Lightweight one-piece forged aluminum alloy wheels sit at all four corners, wrapped in 245/30R20 rubber at the front and 305/30R20 at the rear. The reduction in unsprung mass made possible by utilizing forged one-piece wheels will greatly enhance the RM19’s damping capabilities.
Finally, we arrive at this N car’s aerodynamics. Check out that glorious rear diffuser – it’s colossal! And it’s highly functional, working in tandem with the large rear wing to push the RM19’s rear tires into the asphalt. A large front splitter provides aero-balance at high speeds, likely resulting in predictable and confidence inspiring aero-understeer once the bodywork, splitter, wing and diffuser are all in full play.
At lower speeds and complimented by the aero at high speeds, MacPherson front and double-wishbone rear suspension mountings will provide prodigious mechanical grip; knowing Biermann’s former flare for cars capable of long, lurid drifts, we suspect the RM19 and its successors will be highly capable of sideways fun, with handling characteristics that are fundamental to drifting.

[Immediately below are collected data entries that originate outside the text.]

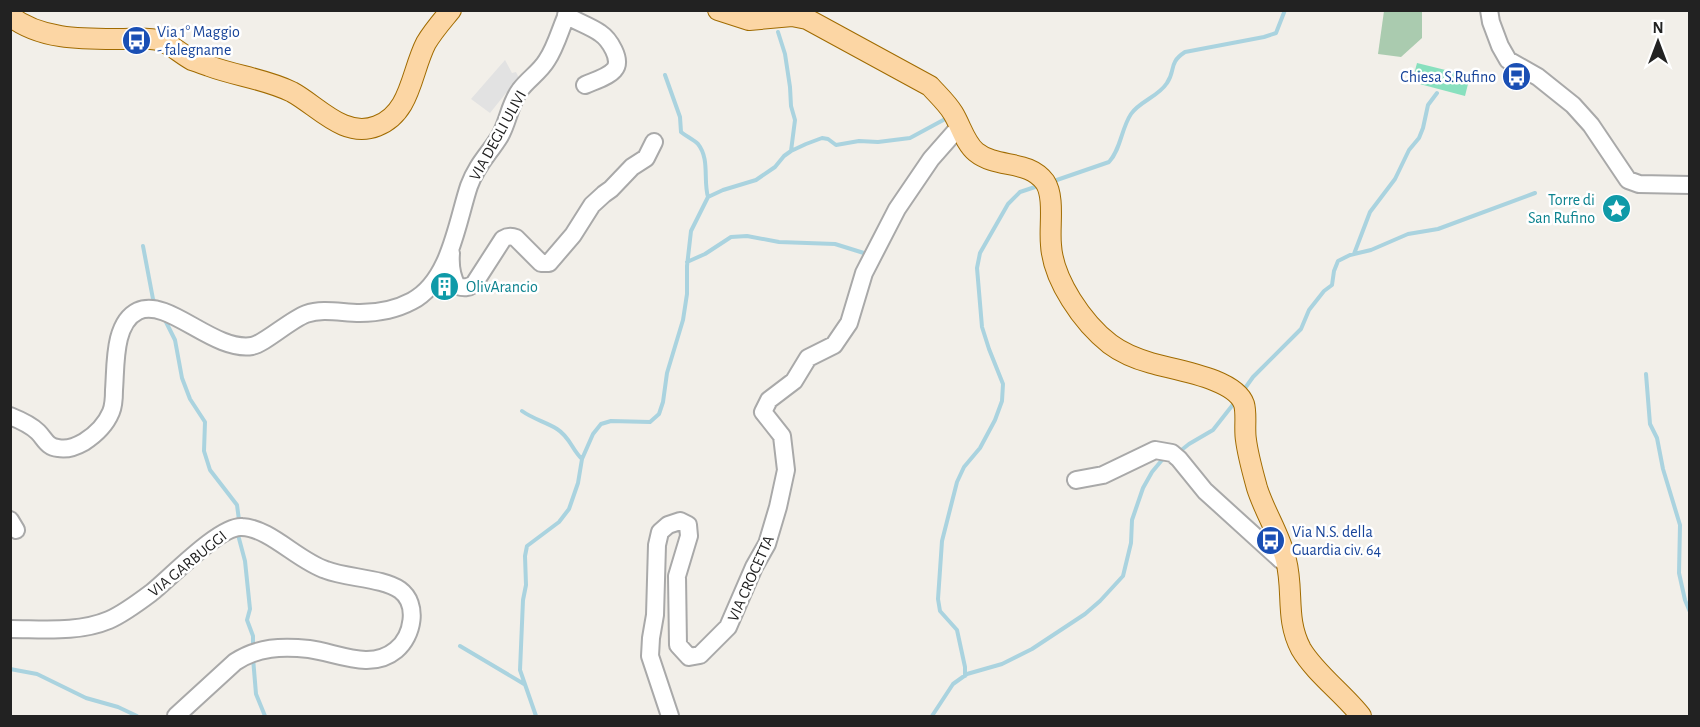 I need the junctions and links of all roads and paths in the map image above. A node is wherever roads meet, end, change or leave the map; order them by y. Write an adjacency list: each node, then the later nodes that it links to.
1 (451, 10): 5 (main road)
2 (718, 10): 7 (main road)
3 (1489, 10): 9 (street)
4 (568, 13): 6 (street); 10 (street, VIA DEGLI ULIVI)
5 (10, 16)
6 (585, 85)
7 (960, 126): 13 (main road); 16 (street, VIA CROCETTA)
8 (654, 142): 10 (street)
9 (1689, 185)
10 (452, 243): 11 (street, VIA DEGLI ULIVI)
11 (10, 416)
12 (1076, 480): 13 (street)
13 (1286, 561): 17 (main road)
14 (10, 629): 15 (street, VIA GARBUGGI)
15 (176, 717)
16 (670, 717)
17 (1361, 717)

The Veloster N, upon which the RM19 prototype is loosely based, sports a curb weight of 2,899 lbs (1,315 kg), which places it firmly in featherweight sports car territory. While much of the performance hardware affixed to the RM19 adds weight, many of the components will be lighter than those used in the Veloster N. We suspect the final production curb weight of the RM19’s supercar successor will hang closely around the 2,900 lb mark, though it’s possible that via exotic material use, the N division could render its halo car even lighter. Think carbon-fiber roof, spoiler and hood, with aluminium fenders and body work. Of course, such exotic materials drive the price up, so we may see these materials reserved for special edition performance versions, or we may not see them proliferate across the car.
What happens when you strap a manic 2.0-liter race engine into a lightweight, mid-engine chassis? Hyundai tells us the RM19 is capable of accelerating to 60 mph (96.5 km/h) in 3.9 seconds or less. Cornering speeds and braking performance should be similarly impressive, taking aim at Porsche’s 718 – a car which the RM19 has undoubtedly been benchmarked against.
For all that the RM19 offers, we’d expect Hyundai to position its production version as a cost-competitive alternative to the mid-engined Porsche 718 and Chevrolet Corvette, meaning a sub-$60,000 base price, likely starting closer to the $50,000 mark. The sports car market is red hot and Hyundai would no doubt like to put its future supercar on the market as soon as possible as it intends to establish the N brand as a feared and revered sports car maker, thereby capitilizing on its investments on the spicy side of its portfolio.
“The RM19 sports car signals future brand aspirations for Hyundai’s high-performance N brand, solidly moving N into the prestigious arena of supercar-level performance,” said Thomas Schemera, executive vice president and head of Hyundai Motor Group’s Product Division.
The RM19 is clearly a love-child of Biermann and his Korean engineering team. Its massive wheels and wide track have forced the bodywork to stretch wildly over the wheel wells, creating a cartoonish profile somewhat akin to the BMW 1M, which, interestingly, was also a love-child project influenced by Biermann. But unlike the 1M, the RM19 hasn’t been constricted by typical design limitations inherited from its utilitarian analogue. Its mid-engine design renders it a tour de force in the affordable sports car market, and if Biermann’s racing and design pedigree is any indication, the production car it foreshadows will be a sports car to be reckoned with.